(Excerpts from a dataset)

::::::

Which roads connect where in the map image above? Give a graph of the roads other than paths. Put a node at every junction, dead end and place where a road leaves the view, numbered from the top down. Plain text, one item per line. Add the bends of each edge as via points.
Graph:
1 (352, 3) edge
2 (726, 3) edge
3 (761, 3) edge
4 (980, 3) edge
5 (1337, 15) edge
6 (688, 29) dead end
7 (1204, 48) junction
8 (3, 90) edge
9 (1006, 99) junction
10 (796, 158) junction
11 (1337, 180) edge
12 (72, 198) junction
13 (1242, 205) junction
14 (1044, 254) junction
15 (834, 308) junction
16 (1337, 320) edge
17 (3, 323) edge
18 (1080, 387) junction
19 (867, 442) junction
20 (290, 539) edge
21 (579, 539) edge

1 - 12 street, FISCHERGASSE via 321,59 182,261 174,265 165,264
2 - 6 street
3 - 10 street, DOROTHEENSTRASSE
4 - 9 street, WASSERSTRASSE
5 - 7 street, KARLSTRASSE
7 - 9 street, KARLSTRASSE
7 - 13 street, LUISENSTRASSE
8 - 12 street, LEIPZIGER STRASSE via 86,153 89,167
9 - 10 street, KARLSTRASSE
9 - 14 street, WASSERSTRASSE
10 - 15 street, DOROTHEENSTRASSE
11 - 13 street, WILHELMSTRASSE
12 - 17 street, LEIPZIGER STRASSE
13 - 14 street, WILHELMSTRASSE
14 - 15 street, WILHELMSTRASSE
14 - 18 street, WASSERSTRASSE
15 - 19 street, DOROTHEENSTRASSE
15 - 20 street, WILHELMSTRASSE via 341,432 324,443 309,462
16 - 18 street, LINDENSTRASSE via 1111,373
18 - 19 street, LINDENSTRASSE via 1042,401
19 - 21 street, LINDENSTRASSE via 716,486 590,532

::::::

Word for word, transcribe each of the entries above.

▶ [Answer box]
Which roads connect where in the map image above? Give a graph of the roads other than paths. Put a node at every junction, dead end and place where a road leaves the view, numbered from the top down. Plain text, one item per line. Add the bends of each edge as via points.
Graph:
1 (352, 3) edge
2 (726, 3) edge
3 (761, 3) edge
4 (980, 3) edge
5 (1337, 15) edge
6 (688, 29) dead end
7 (1204, 48) junction
8 (3, 90) edge
9 (1006, 99) junction
10 (796, 158) junction
11 (1337, 180) edge
12 (72, 198) junction
13 (1242, 205) junction
14 (1044, 254) junction
15 (834, 308) junction
16 (1337, 320) edge
17 (3, 323) edge
18 (1080, 387) junction
19 (867, 442) junction
20 (290, 539) edge
21 (579, 539) edge

1 - 12 street, FISCHERGASSE via 321,59 182,261 174,265 165,264
2 - 6 street
3 - 10 street, DOROTHEENSTRASSE
4 - 9 street, WASSERSTRASSE
5 - 7 street, KARLSTRASSE
7 - 9 street, KARLSTRASSE
7 - 13 street, LUISENSTRASSE
8 - 12 street, LEIPZIGER STRASSE via 86,153 89,167
9 - 10 street, KARLSTRASSE
9 - 14 street, WASSERSTRASSE
10 - 15 street, DOROTHEENSTRASSE
11 - 13 street, WILHELMSTRASSE
12 - 17 street, LEIPZIGER STRASSE
13 - 14 street, WILHELMSTRASSE
14 - 15 street, WILHELMSTRASSE
14 - 18 street, WASSERSTRASSE
15 - 19 street, DOROTHEENSTRASSE
15 - 20 street, WILHELMSTRASSE via 341,432 324,443 309,462
16 - 18 street, LINDENSTRASSE via 1111,373
18 - 19 street, LINDENSTRASSE via 1042,401
19 - 21 street, LINDENSTRASSE via 716,486 590,532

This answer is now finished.